Punk es vivir en lugar de sobrevivir. Es llegar, noche tras noche, a un montón de reductos amables donde los esperan con comida caliente y ganas de escuchar su música. Pequeñas aldeas que resisten al invasor. Al miedo invasor, ese que sopla mentiras y barbaridades al oído. Ella ya no es joven, y empezó tarde, pero la sangre le fluye mejor en el cuerpo cuando está cantando y bailando al ritmo que marcan los tres inadaptados que adoptó como familia hace más de diez años.

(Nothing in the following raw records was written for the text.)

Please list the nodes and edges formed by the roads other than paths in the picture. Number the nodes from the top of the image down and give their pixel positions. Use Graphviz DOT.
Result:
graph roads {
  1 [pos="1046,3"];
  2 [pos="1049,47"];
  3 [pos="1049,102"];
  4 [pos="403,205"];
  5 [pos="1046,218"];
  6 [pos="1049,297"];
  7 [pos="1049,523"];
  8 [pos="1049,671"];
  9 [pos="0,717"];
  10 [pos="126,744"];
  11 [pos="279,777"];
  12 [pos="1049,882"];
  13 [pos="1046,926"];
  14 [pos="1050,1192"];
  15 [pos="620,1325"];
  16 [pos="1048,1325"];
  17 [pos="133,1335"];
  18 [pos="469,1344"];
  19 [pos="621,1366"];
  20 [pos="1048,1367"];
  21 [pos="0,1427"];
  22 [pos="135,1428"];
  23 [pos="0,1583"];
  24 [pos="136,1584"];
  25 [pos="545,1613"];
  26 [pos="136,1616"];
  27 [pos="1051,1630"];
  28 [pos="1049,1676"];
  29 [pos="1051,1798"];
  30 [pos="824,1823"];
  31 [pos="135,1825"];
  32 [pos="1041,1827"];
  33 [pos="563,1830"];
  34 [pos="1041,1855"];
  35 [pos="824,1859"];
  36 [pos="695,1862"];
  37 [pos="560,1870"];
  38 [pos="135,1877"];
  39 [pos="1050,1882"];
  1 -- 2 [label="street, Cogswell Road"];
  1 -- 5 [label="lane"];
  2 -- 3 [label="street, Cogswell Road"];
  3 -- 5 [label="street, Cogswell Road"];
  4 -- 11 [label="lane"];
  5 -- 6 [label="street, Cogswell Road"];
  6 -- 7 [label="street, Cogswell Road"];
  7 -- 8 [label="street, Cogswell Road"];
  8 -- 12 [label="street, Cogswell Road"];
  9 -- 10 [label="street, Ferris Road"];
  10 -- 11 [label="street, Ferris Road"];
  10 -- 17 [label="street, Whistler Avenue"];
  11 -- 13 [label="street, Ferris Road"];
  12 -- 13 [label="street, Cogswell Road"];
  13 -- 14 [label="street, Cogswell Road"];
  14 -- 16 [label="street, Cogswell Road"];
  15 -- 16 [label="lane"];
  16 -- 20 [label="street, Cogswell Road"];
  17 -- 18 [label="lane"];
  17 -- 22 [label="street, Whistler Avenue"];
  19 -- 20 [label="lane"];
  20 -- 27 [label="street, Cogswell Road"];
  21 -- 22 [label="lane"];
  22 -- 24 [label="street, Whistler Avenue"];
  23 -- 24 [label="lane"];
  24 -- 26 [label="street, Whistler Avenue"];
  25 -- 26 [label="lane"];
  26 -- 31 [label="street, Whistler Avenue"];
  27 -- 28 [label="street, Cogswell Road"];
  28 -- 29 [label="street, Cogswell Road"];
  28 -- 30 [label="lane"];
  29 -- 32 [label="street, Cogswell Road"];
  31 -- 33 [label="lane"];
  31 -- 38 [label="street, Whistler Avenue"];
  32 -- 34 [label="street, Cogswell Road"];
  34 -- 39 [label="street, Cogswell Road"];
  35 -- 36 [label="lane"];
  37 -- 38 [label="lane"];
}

Para que su vida funcione, para poder ser ella misma en este viaje, tuvo que encontrar el interruptor que le permitiera cambiar la energía. No puede pasar demasiado tiempo solamente escribiendo, ni sólo cantando y maullando. La quietud de la silla, después de un tiempo, se le espesa y le pide a gritos que la saque a bailar. Por el momento le funcionan estas limas, estas piedras pómez que pulen toda la hormona rockera para que pueda volver a la silla y al cuaderno. Pero el punk, el barco autónomo sin capitán, sigue ahí, llevándola una y otra vez a puertos floridos y estruendosos.

Pasa que, punk o no punk, algunas personas con dos dedos de frente ya no quieren comprar pollos fritos, pajaritos muertos, dinosaurios al horno. El buen Jesús, aquel que echó del templo a los mercaderes, aplaude entre bastidores.

Ella tuvo un sueño. Ahora tiene mucho más. Ella brinda, una y otra vez, por la sangre joven, o por lo menos la sangre caliente, la que todavía circula para hacer cosas nuevas. Porque ve el mundo cambiando a su alrededor. Porque ve a su gente actuando, en lugar de sólo reaccionar ante el miedo invasor, los aliens, los muñecos resorte, la trampa y el cartón. Porque ve a su gente buscando alternativas para hacer un mundo nuevo, un mundo que funcione, un mundo donde la música lo hilvana todo y al mismo tiempo es sólo una excusa para salir a brillar, a decir palabras auténticas, a mostrar la verdadera piel.